L’house diventa, appunto, sempre più il ritmo dei club ma i dj europei più audaci iniziano a darle meno spazio, soprattutto se prodotta negli Stati Uniti, a favore di ritmi più grezzi, irregolari e crudi prodotti da gente più vicina a loro. In particolare Fabio e Grooverider si concentrano sull’ascesa di jungle e drum and bass perché le hanno viste nascere e, a differenza del nord dell’Inghilterra, a Londra e dintorni questi ritmi frenetici dai suoni oscuri hanno molta presa, soprattutto nei rave.

Fondatore, insieme al compianto Riccardo Petitti, di Agatha crew, il romano Andrea Lai, giornalista e attivista della bass music, racconta bene questi passaggi e le differenze tra le tipologie di rave: «Il suono dei primi rave (fine degli anni Ottanta) nella campagna inglese era vario. I dj mettevano dischi acid house, electro, breakbeat e dischi della techno che era stata immaginata da pochi anni a Belville (Detroit). A ballare c’erano giamaicani, bianchi, indiani e caraibici. La crescita della popolarità delle feste illegali portò alla diffusione di ecstasy di qualità peggiore e di musica via via meno eterogenea. Nei primissimi anni Novanta una versione europea della techno entrò con forza nella scena rave, gabber e ritmi super mascolini e bianchi presero il posto della dance di matrice nera mentre le nuove ricette di droga inducevano uno ‘sfattonamento’ con il quale la cultura nera non era a proprio agio.

Per un raver di cultura indiana non era decoroso stare strafatto sotto cassa, come non lo era per un giamaicano un po’ tradizionalista.

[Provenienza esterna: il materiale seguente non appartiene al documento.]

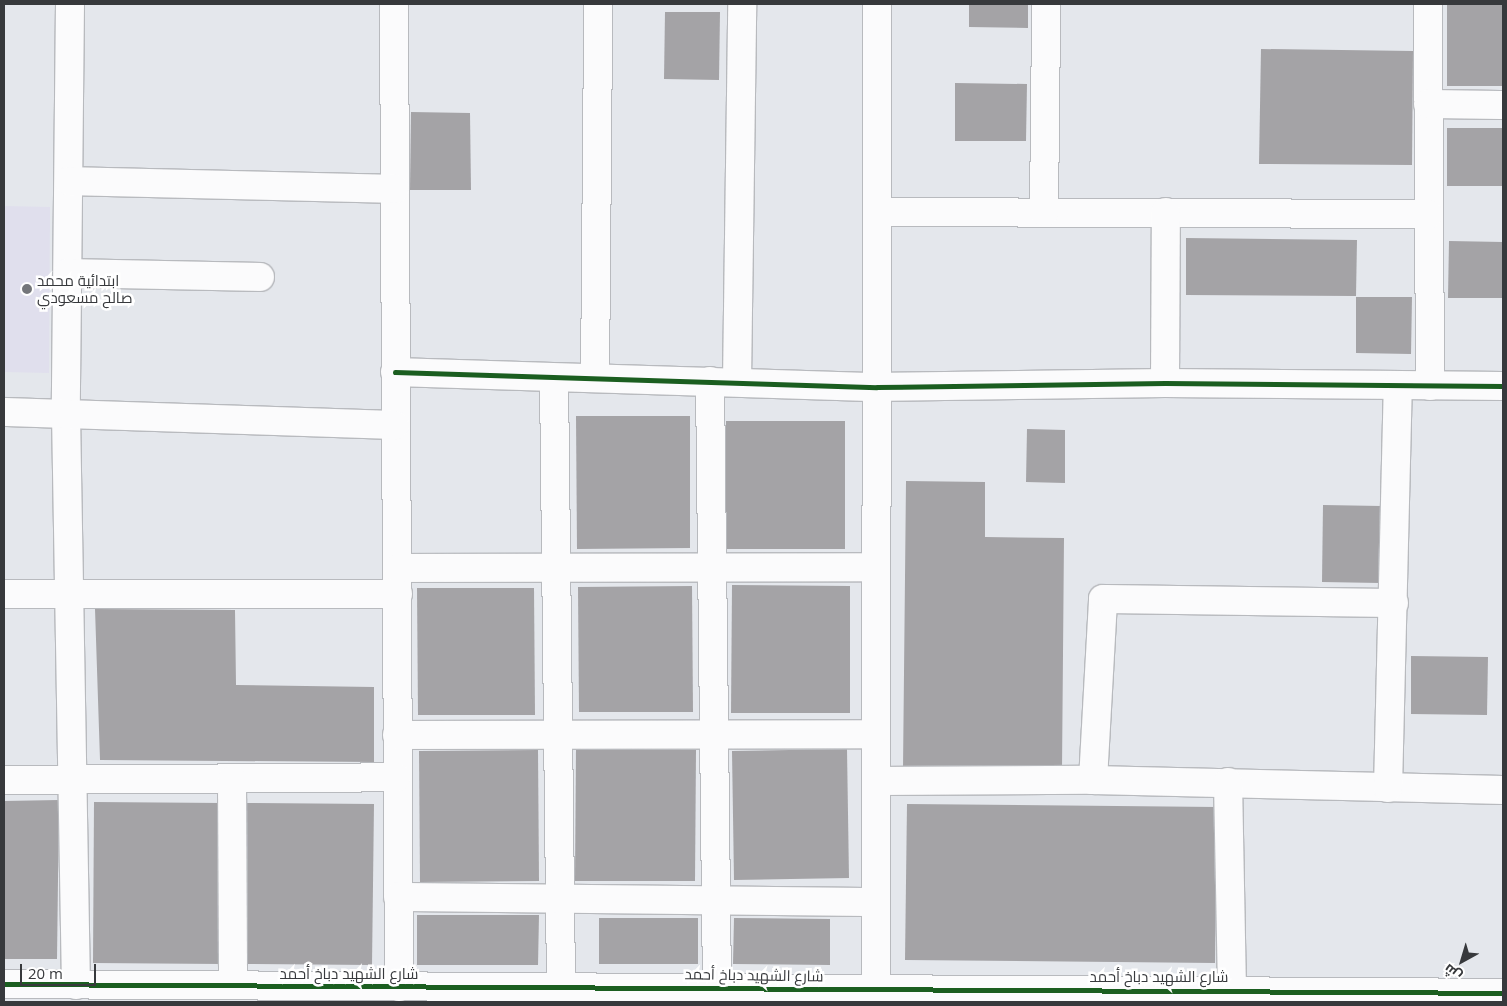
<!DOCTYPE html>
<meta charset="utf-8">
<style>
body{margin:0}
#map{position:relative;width:1507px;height:1006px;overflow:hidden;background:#e4e7ec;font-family:"Open Sans",Cairo,sans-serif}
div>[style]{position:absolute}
.education>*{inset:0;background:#e0dfed}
.building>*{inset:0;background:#a4a3a6}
.roads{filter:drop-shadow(1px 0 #b8babe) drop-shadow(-1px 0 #b8babe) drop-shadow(0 1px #b8babe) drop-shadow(0 -1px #b8babe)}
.minor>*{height:28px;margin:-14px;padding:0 14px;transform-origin:14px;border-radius:14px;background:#fbfbfc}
.cycleway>*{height:5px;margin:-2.5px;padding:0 2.5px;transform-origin:2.5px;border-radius:2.5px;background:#1b5e20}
.dots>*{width:14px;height:14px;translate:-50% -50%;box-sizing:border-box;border:2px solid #fff;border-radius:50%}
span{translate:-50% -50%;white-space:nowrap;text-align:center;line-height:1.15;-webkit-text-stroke:5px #fff;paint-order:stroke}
.poi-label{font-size:15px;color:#37393c}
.left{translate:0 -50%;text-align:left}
.street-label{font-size:15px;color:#37393c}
.frame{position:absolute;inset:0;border:5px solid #37393c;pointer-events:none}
.north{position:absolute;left:1437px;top:936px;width:50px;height:50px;-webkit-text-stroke:4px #fff;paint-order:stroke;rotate:219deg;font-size:14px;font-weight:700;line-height:20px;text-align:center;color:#37393c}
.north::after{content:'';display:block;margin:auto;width:18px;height:22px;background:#37393c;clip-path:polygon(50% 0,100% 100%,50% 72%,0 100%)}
.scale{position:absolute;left:20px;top:964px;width:76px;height:22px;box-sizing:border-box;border:2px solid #37393c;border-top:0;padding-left:6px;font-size:15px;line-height:18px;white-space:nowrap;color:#37393c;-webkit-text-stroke:4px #fff;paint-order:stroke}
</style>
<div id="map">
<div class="education">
<div style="clip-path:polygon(4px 206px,50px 207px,49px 373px,4px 372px)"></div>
</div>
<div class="building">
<div style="clip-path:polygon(969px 4px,1028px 4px,1028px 28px,969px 27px)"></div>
<div style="clip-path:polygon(1447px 4px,1503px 4px,1503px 86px,1447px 86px)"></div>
<div style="clip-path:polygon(665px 12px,720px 12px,719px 80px,664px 79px)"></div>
<div style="clip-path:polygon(1261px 49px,1413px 51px,1412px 165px,1259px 164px)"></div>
<div style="clip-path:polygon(955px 83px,1027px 84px,1026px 141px,955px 141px)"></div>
<div style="clip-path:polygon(411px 112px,470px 113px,471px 190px,410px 190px)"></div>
<div style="clip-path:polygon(1447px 128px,1503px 128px,1503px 186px,1447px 186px)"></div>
<div style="clip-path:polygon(1186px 238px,1357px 240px,1356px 296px,1186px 295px)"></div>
<div style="clip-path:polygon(1449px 241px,1503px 242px,1503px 298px,1448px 298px)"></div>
<div style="clip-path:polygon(1356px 297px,1412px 297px,1411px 354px,1356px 353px)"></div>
<div style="clip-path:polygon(576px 416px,690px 416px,690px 548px,577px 549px)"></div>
<div style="clip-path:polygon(726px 421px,845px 421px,845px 549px,725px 549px)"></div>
<div style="clip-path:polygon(1027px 429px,1065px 430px,1065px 483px,1026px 482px)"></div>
<div style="clip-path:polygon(906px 481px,985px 482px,985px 537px,1064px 538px,1062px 771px,903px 769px)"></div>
<div style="clip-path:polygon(1323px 505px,1381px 506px,1380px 583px,1322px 582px)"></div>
<div style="clip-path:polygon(732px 585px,850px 586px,850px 713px,731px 713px)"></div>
<div style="clip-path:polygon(692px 586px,693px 712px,579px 712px,578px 587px)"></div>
<div style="clip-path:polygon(417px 588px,534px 588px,535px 715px,418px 715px)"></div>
<div style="clip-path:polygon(95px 609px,235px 610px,236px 685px,374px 687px,374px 762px,100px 760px)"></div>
<div style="clip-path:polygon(1411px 656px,1488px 657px,1487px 715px,1411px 714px)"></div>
<div style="clip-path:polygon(576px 749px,696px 750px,695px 881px,575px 881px)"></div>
<div style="clip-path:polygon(847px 749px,849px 878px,734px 880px,732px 751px)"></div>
<div style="clip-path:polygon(538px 750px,539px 881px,420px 882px,419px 751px)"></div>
<div style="clip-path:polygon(59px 800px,57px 959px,4px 959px,4px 801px)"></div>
<div style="clip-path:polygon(94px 802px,223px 803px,222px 964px,93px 963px)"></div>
<div style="clip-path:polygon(245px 803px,374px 804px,372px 965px,244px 964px)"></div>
<div style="clip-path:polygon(907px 804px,1217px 807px,1215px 963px,905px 960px)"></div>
<div style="clip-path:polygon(417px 915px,539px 915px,538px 965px,417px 965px)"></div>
<div style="clip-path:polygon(599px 918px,698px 918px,698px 964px,599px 964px)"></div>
<div style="clip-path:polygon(734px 918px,830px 919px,830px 965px,733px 964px)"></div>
</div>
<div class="roads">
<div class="minor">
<div style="left:70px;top:4px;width:410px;rotate:90.6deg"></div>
<div style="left:66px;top:414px;width:571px;rotate:89deg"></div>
<div style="left:394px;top:4px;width:983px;rotate:89.71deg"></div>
<div style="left:1428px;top:4px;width:382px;rotate:89.7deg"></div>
<div style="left:1428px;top:104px;width:75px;rotate:0.8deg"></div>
<div style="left:69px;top:181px;width:326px;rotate:1.4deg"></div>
<div style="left:879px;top:212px;width:549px;rotate:0.21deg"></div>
<div style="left:1044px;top:212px;width:208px;rotate:-89.4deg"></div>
<div style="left:68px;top:273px;width:192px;rotate:1.2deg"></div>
<div style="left:395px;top:372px;width:482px;rotate:1.8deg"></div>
<div style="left:877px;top:387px;width:288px;rotate:-0.8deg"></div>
<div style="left:1165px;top:383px;width:338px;rotate:0.5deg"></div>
<div style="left:554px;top:378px;width:609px;rotate:89.34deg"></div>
<div style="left:595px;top:378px;width:374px;rotate:-89.5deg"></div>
<div style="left:710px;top:381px;width:606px;rotate:89.34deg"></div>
<div style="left:737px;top:381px;width:377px;rotate:-89.2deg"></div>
<div style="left:1165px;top:383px;width:171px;rotate:-89.7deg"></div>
<div style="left:4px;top:412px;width:391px;rotate:1.9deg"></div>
<div style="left:399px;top:568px;width:476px;rotate:-0.1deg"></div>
<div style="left:4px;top:594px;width:394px"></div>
<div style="left:397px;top:735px;width:478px;rotate:-0.1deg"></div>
<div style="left:4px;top:780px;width:392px;rotate:-0.4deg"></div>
<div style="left:232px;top:780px;width:205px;rotate:89.7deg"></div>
<div style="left:1093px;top:780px;width:181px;rotate:-86.8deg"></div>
<div style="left:1103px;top:599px;width:291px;rotate:0.8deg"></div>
<div style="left:877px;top:781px;width:216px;rotate:-0.3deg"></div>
<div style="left:1093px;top:780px;width:410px;rotate:1.4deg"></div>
<div style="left:1228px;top:782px;width:208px;rotate:88.9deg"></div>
<div style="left:1388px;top:788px;width:403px;rotate:-88.6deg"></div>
<div style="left:398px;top:897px;width:477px;rotate:0.6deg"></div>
<div style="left:4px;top:984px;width:1499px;rotate:0.34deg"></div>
<div style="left:876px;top:1002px;width:998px;rotate:-89.94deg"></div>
</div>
</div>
<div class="cycleway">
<div style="left:395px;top:372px;width:482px;rotate:1.8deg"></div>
<div style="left:877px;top:387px;width:288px;rotate:-0.8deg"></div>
<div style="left:1165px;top:383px;width:338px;rotate:0.5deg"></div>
<div style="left:4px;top:984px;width:1499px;rotate:0.34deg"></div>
</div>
<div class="dots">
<div style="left:27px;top:289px;background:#74767a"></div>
</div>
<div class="poi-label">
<span class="left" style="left:37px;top:289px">ابتدائية محمد<br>صالح مسعودي</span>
</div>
<div class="street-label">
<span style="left:349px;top:974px">شارع الشهيد دباخ أحمد</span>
<span style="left:754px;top:975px;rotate:1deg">شارع الشهيد دباخ أحمد</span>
<span style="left:1159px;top:977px">شارع الشهيد دباخ أحمد</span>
</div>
<div class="frame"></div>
<div class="north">ش</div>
<div class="scale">20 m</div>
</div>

Così, lentamente, la gran parte dei rave ha preso il suono della eurodance bianca, spesso testosteronica e aggressiva, mentre la parte di pubblico multietnica e poliritmica si è spostata verso altre feste il cui suono non era ancora jungle ma era in evoluzione, in parte grazie alla spinta innovativa che aveva guidato la musica durante la nascita dei rave». Non tutto avviene in Inghilterra, perché il resto d’Europa non sta a guardare.

Se a Rotterdam nasce la gabber, ritmo che estremizza la techno aumentando i bpm (come, più o meno, fa anche la free tekno), Berlino rilancia con il digital hardcore, genere lanciato dai militanti Atari Teenage Riot e in cui il punk hardcore incontra l’elettronica più sporca e di impatto che va per la maggiore proprio nei party illegali. Suoni sempre più irruenti, insomma, che forgiano le evoluzioni dei rave, condizionate anche dalla diffusione di droghe diverse, come speed e ketamina, così come dagli avvenimenti sociali. Con la fine degli anni Novanta, infatti, la cosiddetta Generazione X perde molti riferimenti e tutto quello che aveva creato sembra ridimensionarsi. Ma l’eredità dei rave viene raccolta dalle generazioni successive.